Honoré de Balzac (1799 - 1850) hatte mit seinem Lebensprojekt „Die menschliche Komödie“ Gewaltiges vor. Das Gesamtwerk sollte 137 Romane, Essays und, Erzählungen umfassen. Es wurden 91. Das Werk ist eine literarisch aufbereitete Analyse, ein „Gemälde“, der damaligen französischen Gesellschaft. Geschildert werden Szenen besonders „aus dem Privatleben, aus dem Provinzleben, dem Pariser Leben“, verwoben mit all den intermittierenden komplexen psychologischen, sozialen, politischen und philosophischen Bedingtheiten. Balzac ist ein Meister der Analyse des facettenreichen und besonders auch sittlichen Verhaltens von Menschen in unterschiedlichen gesellschaftlichen Milieus. Gezielt standen reale öffentliche Persönlichkeiten für die Romanfiguren Pate. „Die Unermesslichkeit eines Plans, der zugleich die Geschichte und die Kritik der Gesellschaft, die Analyse ihrer Übel und die Erörterung ihrer Prinzipien umfasst, berechtigt mich, so scheint es mir, meinem Werk den Titel zu geben, unter dem es heute erscheint: "Die menschliche Komödie". Ist es ehrgeizig, ist es nur gerecht? Darüber wird, wenn das Werk beendet ist, das Publikum entscheiden.“ Dies schrieb Balzac 1842 in der zum Verständnis des Werks informativen Vorrede.
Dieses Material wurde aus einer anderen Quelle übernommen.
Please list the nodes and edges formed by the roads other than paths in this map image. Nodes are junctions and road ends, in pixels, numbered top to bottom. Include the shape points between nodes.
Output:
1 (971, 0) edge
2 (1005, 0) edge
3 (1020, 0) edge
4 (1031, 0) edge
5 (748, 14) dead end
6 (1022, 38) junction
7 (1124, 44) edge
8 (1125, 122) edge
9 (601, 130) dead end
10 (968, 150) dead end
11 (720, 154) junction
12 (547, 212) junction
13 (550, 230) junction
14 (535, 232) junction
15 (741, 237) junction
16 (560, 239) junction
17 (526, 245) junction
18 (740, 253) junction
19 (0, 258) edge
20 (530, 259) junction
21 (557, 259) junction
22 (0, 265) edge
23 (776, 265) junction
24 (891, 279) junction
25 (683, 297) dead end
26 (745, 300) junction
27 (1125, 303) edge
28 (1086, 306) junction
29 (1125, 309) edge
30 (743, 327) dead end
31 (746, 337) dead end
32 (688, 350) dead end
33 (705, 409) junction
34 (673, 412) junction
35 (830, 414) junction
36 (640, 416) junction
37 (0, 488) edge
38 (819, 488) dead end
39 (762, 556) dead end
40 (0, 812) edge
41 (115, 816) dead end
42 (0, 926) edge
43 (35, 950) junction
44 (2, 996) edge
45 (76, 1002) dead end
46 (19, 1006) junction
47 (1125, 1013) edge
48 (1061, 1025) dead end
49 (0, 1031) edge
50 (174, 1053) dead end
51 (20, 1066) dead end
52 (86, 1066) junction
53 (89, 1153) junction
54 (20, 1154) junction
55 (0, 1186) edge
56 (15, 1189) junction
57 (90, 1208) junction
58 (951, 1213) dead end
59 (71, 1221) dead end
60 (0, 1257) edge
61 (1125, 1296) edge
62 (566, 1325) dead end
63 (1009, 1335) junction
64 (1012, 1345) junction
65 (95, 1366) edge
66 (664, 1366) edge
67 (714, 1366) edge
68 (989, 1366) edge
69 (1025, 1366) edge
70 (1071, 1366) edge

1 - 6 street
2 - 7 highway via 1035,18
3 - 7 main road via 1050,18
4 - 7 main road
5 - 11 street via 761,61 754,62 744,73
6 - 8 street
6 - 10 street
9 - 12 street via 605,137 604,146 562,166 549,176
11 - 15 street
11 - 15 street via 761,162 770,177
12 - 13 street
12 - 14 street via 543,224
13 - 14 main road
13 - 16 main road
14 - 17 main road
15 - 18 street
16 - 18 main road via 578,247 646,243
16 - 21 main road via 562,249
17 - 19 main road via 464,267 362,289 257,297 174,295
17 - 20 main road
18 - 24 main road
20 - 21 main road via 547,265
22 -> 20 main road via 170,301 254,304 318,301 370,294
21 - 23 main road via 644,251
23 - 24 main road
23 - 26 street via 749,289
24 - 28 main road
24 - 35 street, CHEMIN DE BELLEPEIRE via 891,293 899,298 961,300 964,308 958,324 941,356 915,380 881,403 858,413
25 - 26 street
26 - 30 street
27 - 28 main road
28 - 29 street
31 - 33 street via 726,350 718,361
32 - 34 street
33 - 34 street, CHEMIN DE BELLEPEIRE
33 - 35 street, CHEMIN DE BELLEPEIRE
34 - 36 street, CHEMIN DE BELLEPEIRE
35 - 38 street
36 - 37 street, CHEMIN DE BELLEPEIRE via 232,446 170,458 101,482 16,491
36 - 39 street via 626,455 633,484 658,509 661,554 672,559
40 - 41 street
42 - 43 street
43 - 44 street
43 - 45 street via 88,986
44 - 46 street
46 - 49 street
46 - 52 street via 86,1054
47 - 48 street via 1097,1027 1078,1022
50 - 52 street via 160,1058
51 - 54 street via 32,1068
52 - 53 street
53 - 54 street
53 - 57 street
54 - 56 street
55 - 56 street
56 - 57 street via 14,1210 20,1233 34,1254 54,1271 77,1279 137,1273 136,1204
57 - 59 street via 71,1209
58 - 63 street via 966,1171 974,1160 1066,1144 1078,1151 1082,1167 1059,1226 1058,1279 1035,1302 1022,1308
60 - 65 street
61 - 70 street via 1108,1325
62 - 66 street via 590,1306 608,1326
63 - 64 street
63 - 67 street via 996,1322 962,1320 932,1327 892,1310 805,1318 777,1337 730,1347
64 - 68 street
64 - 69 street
Eine weitere aufschlussreiche Betrachtung von Balzacs Schaffen findet sich in Stefan Zweigs Nachwort zu dem Roman „Das Mädchen mit den Goldaugen“. Nebenbei: Balzacs Roman „Verlorene Illusionen“ wird gegenwärtig verfilmt.
Immer ist in Balzacs Romanen ein unausgesprochenes Hineinfließen von Eingebungen unbekannter Herkunft bei den Protagonisten spürbar. Seine bürgerlichen Romane sind „tragischer als eure Trauerspiele“, so Balzac an Romantiker. Helena P. Blavatsky bezeichnet Balzac als „okkulten Autor“. Balzacs analytisch-spiritueller Roman „Seraphita“ ist nicht Teil der „Menschlichen Komödie“. Es wird berichtet, dass er den Roman seiner an Mystik interessierten Frau widmete. Es ist ein Roman mit einem imposanten „philosophisch-spirituell-religiös“ zu nennenden Gedankenreichtum. „Seraphita“ berichtet vom Wachsen der Beziehung zweier Menschen zueinander. Anfangs sind sie nur bekannt miteinander und zeigen ein eher distanziertes gegenseitiges Interesse. Erst über ihre jeweils dialogische Begegnung mit einem „Seraph“ oder Engel wird in ihnen das Gefühl einer sehnsuchtsvollen Liebe erfahren. In einer gewissen Melancholie erkennen sie die Unmöglichkeit, eine Verbindung mit dem „Seraph“ zu verwirklichen. Das Erkennen des göttlichen Ursprungs von Liebe, gepaart mit Intelligenz, die ihnen der „Seraph“ verdeutlicht, führt sie zusammen. Nicht Enttäuschung oder Klage, sondern ein Gestärktsein führt sie zu einer Sinn-getragenen Vereinigung mit dem Ziel, sich gemeinsam zu mühen, das Göttliche im Irdischen zu erfahren und zum Wohl der Menschen zu handeln: „Minna“ - die Liebende und „Wilfrid“ - der Frieden suchende Verstandesmensch. Balzac entfaltet eine wundersame und wundervolle Dramaturgie, in welcher der nicht auf ein Genus festgelegte „Seraph“ für die Begegnung mit Weiblichem, also Minna, der „Seraphitus“ wird und für die Begegnung mit Männlichem, also Wilfrid, die „Seraphita“ wird.
Große Abschnitte in dem Roman „Seraphita“ betreffen Überlegungen zum Glauben an eine Göttlichkeit und Darlegungen der Gedanken aus den Schriften von Emanuel Swedenborg - worauf aber in dem Vortrag nicht eingegangen wird.